**WORK REQUIRED**: The answer is the data below, repeated exactly, with no pictures included.

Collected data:
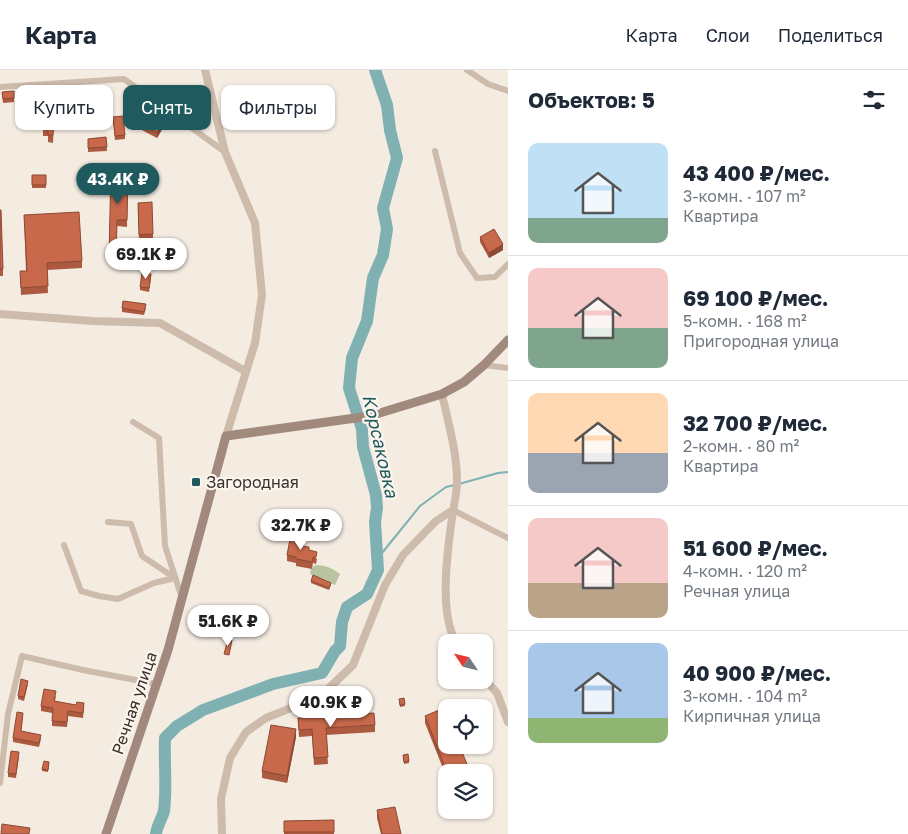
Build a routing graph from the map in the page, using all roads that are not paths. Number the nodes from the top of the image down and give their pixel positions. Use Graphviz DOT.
graph roads {
  1 [pos="206,70"];
  2 [pos="467,70"];
  3 [pos="0,87"];
  4 [pos="508,91"];
  5 [pos="435,151"];
  6 [pos="225,152"];
  7 [pos="508,264"];
  8 [pos="0,314"];
  9 [pos="508,340"];
  10 [pos="484,365"];
  11 [pos="508,368"];
  12 [pos="245,371"];
  13 [pos="442,394"];
  14 [pos="134,422"];
  15 [pos="226,436"];
  16 [pos="453,510"];
  17 [pos="108,522"];
  18 [pos="508,538"];
  19 [pos="64,545"];
  20 [pos="175,578"];
  21 [pos="182,599"];
  22 [pos="453,634"];
  23 [pos="157,684"];
  24 [pos="493,688"];
  25 [pos="508,722"];
  26 [pos="0,782"];
  27 [pos="106,834"];
  28 [pos="222,834"];
  1 -- 6 [label="street"];
  2 -- 4 [label="street"];
  3 -- 6 [label="street"];
  5 -- 7 [label="street"];
  6 -- 12 [label="street"];
  8 -- 12 [label="street"];
  9 -- 10 [label="main road"];
  10 -- 11 [label="street"];
  10 -- 13 [label="main road"];
  12 -- 15 [label="street"];
  13 -- 15 [label="main road"];
  13 -- 16 [label="street"];
  14 -- 20 [label="street"];
  15 -- 21 [label="main road, Речная улица"];
  16 -- 18 [label="street"];
  16 -- 22 [label="street"];
  16 -- 28 [label="street"];
  17 -- 20 [label="street"];
  19 -- 20 [label="street"];
  20 -- 21 [label="street"];
  21 -- 23 [label="main road, Речная улица"];
  23 -- 26 [label="street"];
  23 -- 27 [label="main road, Речная улица"];
  24 -- 25 [label="street"];
}
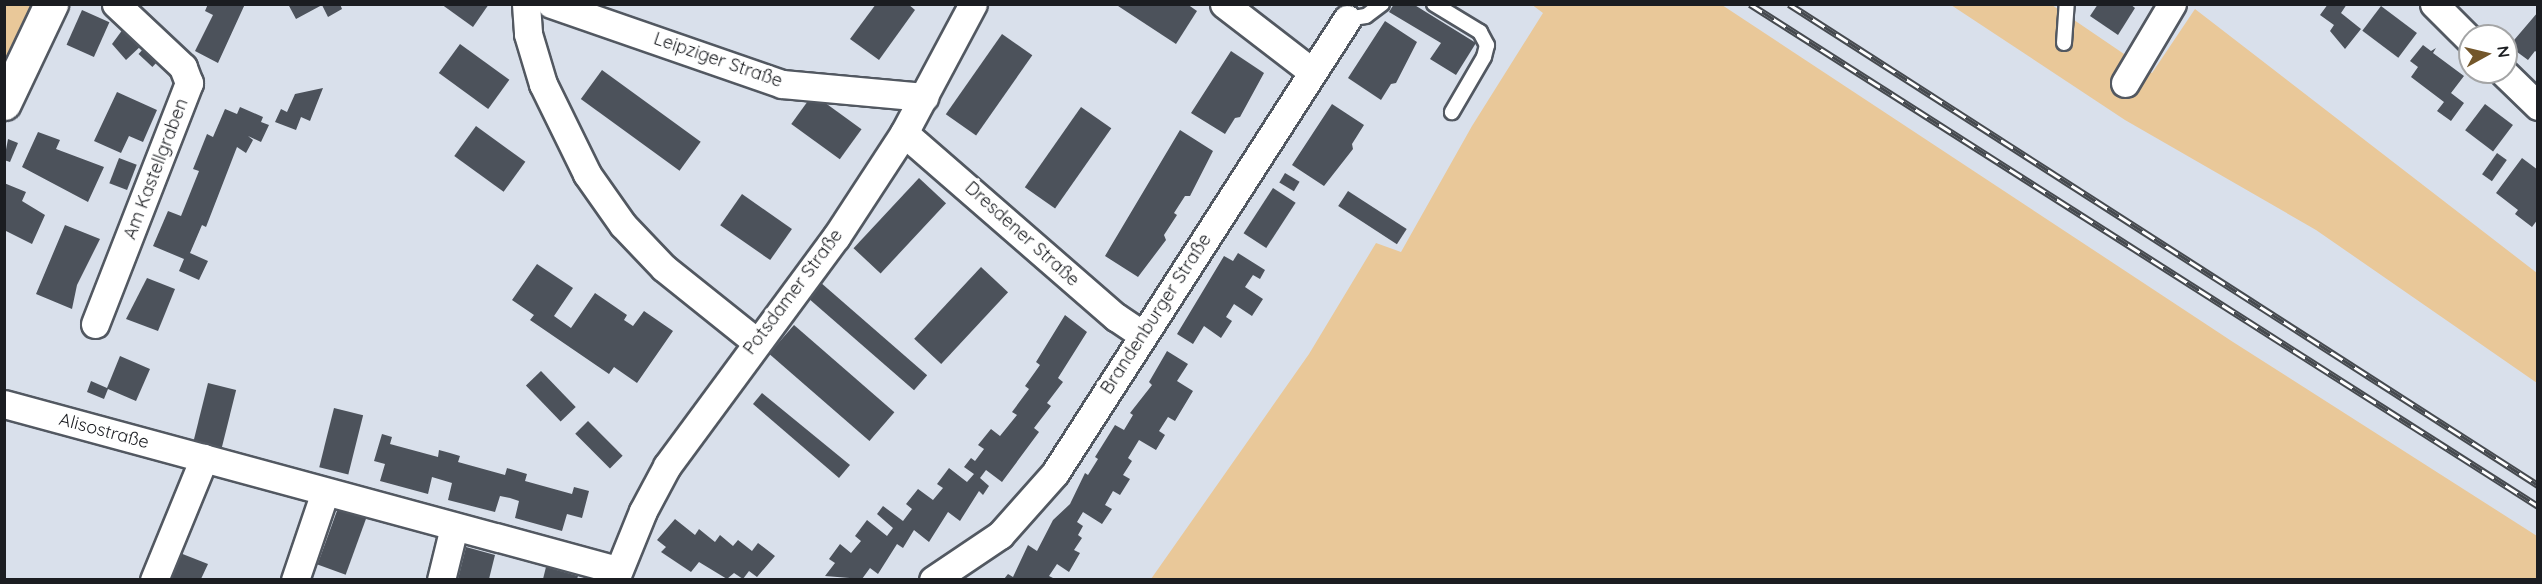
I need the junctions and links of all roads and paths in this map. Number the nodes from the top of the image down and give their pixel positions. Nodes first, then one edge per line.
1 (51, 4) edge
2 (116, 4) edge
3 (526, 4) edge
4 (551, 4) edge
5 (973, 4) edge
6 (1224, 4) edge
7 (1382, 4) edge
8 (1434, 4) edge
9 (2067, 4) edge
10 (2172, 4) edge
11 (2434, 4) edge
12 (1347, 19) joint
13 (2458, 28) edge
14 (2064, 43) dead end
15 (1311, 71) junction
16 (2125, 83) dead end
17 (2515, 84) edge
18 (924, 97) junction
19 (4, 103) edge
20 (2538, 106) edge
21 (1452, 112) dead end
22 (904, 133) junction
23 (95, 324) dead end
24 (1142, 334) junction
25 (755, 341) junction
26 (4, 404) edge
27 (204, 458) junction
28 (325, 492) junction
29 (454, 527) junction
30 (616, 575) edge
31 (154, 579) edge
32 (295, 579) edge
33 (441, 579) edge
34 (933, 579) edge

1 - 19 main road
2 - 23 street, Am Kastellgraben
3 - 25 street
4 - 18 street, Leipziger Straße
5 - 18 street, Potsdamer Straße
6 - 15 street
7 - 12 lane
8 - 21 lane
9 - 14 lane
10 - 16 street
11 - 13 street
12 - 15 street, Brandenburger Straße
15 - 24 street, Brandenburger Straße
17 - 20 street
18 - 22 street, Potsdamer Straße
22 - 24 street, Dresdener Straße
22 - 25 street, Potsdamer Straße
24 - 34 street, Brandenburger Straße
25 - 30 street, Potsdamer Straße
26 - 27 street, Alisostraße
27 - 28 street, Alisostraße
27 - 31 street
28 - 29 street, Alisostraße
28 - 32 street
29 - 30 street, Alisostraße
29 - 33 street

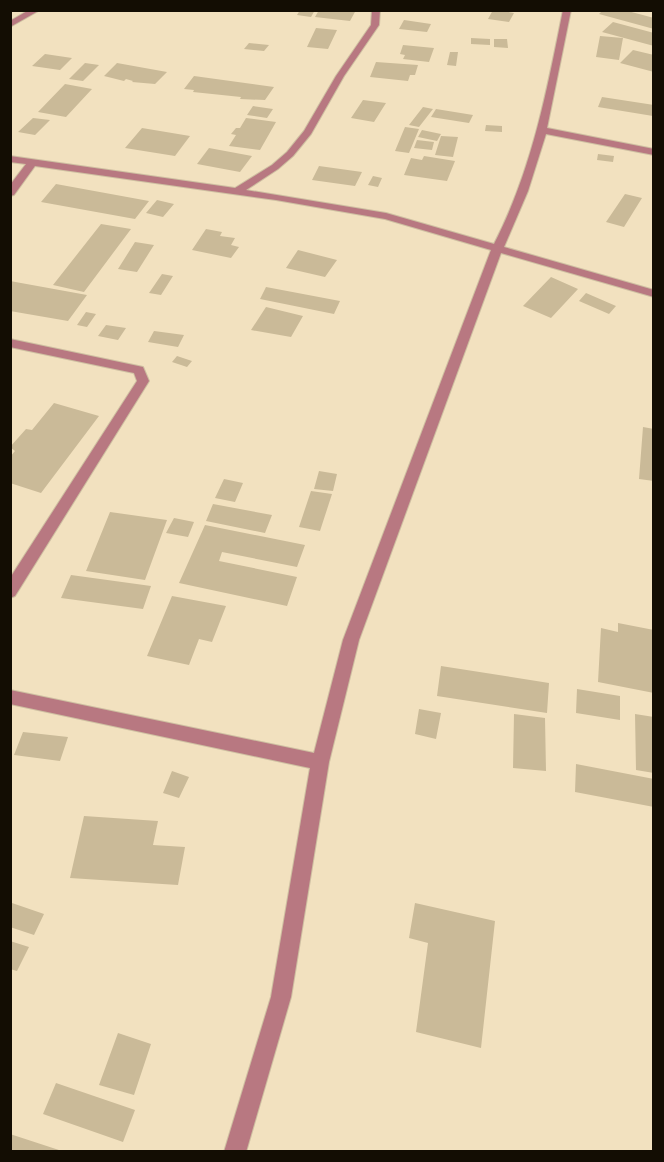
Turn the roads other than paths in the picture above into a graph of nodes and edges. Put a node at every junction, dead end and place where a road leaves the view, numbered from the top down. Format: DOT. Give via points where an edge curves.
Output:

**EXERCISE OUTPUT**:
Build a routing graph from the map in the page, using all roads that are not paths. Number the nodes from the top of the image down and give their pixel positions. Use Graphviz DOT.
graph roads {
  1 [pos="206,70"];
  2 [pos="467,70"];
  3 [pos="0,87"];
  4 [pos="508,91"];
  5 [pos="435,151"];
  6 [pos="225,152"];
  7 [pos="508,264"];
  8 [pos="0,314"];
  9 [pos="508,340"];
  10 [pos="484,365"];
  11 [pos="508,368"];
  12 [pos="245,371"];
  13 [pos="442,394"];
  14 [pos="134,422"];
  15 [pos="226,436"];
  16 [pos="453,510"];
  17 [pos="108,522"];
  18 [pos="508,538"];
  19 [pos="64,545"];
  20 [pos="175,578"];
  21 [pos="182,599"];
  22 [pos="453,634"];
  23 [pos="157,684"];
  24 [pos="493,688"];
  25 [pos="508,722"];
  26 [pos="0,782"];
  27 [pos="106,834"];
  28 [pos="222,834"];
  1 -- 6 [label="street"];
  2 -- 4 [label="street"];
  3 -- 6 [label="street"];
  5 -- 7 [label="street"];
  6 -- 12 [label="street"];
  8 -- 12 [label="street"];
  9 -- 10 [label="main road"];
  10 -- 11 [label="street"];
  10 -- 13 [label="main road"];
  12 -- 15 [label="street"];
  13 -- 15 [label="main road"];
  13 -- 16 [label="street"];
  14 -- 20 [label="street"];
  15 -- 21 [label="main road, Речная улица"];
  16 -- 18 [label="street"];
  16 -- 22 [label="street"];
  16 -- 28 [label="street"];
  17 -- 20 [label="street"];
  19 -- 20 [label="street"];
  20 -- 21 [label="street"];
  21 -- 23 [label="main road, Речная улица"];
  23 -- 26 [label="street"];
  23 -- 27 [label="main road, Речная улица"];
  24 -- 25 [label="street"];
}
I need the junctions and links of all roads and paths in this map. Number the nodes from the top of the image down and give their pixel positions. Nodes first, then one edge per line.
1 (51, 4) edge
2 (116, 4) edge
3 (526, 4) edge
4 (551, 4) edge
5 (973, 4) edge
6 (1224, 4) edge
7 (1382, 4) edge
8 (1434, 4) edge
9 (2067, 4) edge
10 (2172, 4) edge
11 (2434, 4) edge
12 (1347, 19) joint
13 (2458, 28) edge
14 (2064, 43) dead end
15 (1311, 71) junction
16 (2125, 83) dead end
17 (2515, 84) edge
18 (924, 97) junction
19 (4, 103) edge
20 (2538, 106) edge
21 (1452, 112) dead end
22 (904, 133) junction
23 (95, 324) dead end
24 (1142, 334) junction
25 (755, 341) junction
26 (4, 404) edge
27 (204, 458) junction
28 (325, 492) junction
29 (454, 527) junction
30 (616, 575) edge
31 (154, 579) edge
32 (295, 579) edge
33 (441, 579) edge
34 (933, 579) edge

1 - 19 main road
2 - 23 street, Am Kastellgraben
3 - 25 street
4 - 18 street, Leipziger Straße
5 - 18 street, Potsdamer Straße
6 - 15 street
7 - 12 lane
8 - 21 lane
9 - 14 lane
10 - 16 street
11 - 13 street
12 - 15 street, Brandenburger Straße
15 - 24 street, Brandenburger Straße
17 - 20 street
18 - 22 street, Potsdamer Straße
22 - 24 street, Dresdener Straße
22 - 25 street, Potsdamer Straße
24 - 34 street, Brandenburger Straße
25 - 30 street, Potsdamer Straße
26 - 27 street, Alisostraße
27 - 28 street, Alisostraße
27 - 31 street
28 - 29 street, Alisostraße
28 - 32 street
29 - 30 street, Alisostraße
29 - 33 street

Turn the roads other than paths in the picture above into a graph of nodes and edges. Put a node at every junction, dead end and place where a road leaves the view, numbered from the top down. Format: DOT. Give via points where an edge curves.
Output:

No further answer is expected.